◆ Action item ◆
In the records below, tally every line containing "SImón". Report only the total.

Stored items
*** Begin section ***
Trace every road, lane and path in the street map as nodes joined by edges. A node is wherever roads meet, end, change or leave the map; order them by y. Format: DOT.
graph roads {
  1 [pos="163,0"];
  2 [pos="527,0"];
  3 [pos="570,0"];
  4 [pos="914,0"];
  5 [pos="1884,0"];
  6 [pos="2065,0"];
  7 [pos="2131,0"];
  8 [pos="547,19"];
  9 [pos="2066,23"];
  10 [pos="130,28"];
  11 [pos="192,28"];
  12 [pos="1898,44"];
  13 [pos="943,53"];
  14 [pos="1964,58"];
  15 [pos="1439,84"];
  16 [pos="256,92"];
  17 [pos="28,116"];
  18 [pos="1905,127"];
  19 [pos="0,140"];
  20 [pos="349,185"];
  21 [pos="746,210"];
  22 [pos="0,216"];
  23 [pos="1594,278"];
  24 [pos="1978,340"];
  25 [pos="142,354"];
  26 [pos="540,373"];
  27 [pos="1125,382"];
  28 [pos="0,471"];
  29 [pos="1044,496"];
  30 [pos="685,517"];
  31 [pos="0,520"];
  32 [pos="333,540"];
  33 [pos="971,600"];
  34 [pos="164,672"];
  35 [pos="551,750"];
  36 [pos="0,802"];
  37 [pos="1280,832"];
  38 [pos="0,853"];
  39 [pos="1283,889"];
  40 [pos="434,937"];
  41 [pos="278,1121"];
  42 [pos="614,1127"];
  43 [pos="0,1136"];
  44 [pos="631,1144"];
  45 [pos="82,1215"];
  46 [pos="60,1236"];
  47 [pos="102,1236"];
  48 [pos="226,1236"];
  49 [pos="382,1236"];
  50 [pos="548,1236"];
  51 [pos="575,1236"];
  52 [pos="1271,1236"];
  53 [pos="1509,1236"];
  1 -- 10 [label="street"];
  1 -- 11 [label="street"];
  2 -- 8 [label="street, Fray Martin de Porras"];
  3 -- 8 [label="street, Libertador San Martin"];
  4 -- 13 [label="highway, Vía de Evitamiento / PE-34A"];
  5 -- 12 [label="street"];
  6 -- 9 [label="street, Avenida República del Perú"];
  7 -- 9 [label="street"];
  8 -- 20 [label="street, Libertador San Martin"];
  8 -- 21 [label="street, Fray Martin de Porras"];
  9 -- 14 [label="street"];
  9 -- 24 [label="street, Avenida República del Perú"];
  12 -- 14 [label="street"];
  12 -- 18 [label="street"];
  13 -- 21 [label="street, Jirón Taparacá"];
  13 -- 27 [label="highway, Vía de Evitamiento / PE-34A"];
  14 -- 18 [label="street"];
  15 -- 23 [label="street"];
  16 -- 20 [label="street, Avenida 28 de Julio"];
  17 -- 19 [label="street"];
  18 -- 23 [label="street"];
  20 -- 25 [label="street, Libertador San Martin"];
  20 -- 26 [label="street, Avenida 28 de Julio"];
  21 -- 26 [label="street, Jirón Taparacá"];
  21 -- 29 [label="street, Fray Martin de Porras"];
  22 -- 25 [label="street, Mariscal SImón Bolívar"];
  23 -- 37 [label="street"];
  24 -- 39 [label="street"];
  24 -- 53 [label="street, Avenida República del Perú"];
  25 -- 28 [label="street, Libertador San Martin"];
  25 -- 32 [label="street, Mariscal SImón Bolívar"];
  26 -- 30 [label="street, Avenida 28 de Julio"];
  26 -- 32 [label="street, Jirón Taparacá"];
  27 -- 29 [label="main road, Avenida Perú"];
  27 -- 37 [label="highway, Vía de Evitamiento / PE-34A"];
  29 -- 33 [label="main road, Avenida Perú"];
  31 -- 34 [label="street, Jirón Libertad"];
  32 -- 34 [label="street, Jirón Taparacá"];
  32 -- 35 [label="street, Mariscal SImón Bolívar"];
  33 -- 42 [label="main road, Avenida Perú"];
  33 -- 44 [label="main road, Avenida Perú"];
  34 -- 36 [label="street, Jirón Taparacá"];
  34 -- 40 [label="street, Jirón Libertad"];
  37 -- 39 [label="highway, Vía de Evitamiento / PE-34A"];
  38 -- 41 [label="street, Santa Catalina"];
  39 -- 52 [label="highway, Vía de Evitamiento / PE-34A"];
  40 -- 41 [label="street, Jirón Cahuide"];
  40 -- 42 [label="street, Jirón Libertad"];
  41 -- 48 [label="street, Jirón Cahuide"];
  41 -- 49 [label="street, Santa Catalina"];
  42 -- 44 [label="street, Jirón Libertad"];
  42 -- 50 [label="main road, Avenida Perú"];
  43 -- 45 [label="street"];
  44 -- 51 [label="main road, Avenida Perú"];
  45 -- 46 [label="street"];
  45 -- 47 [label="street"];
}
*** End section ***
◆ Expected output ◆
3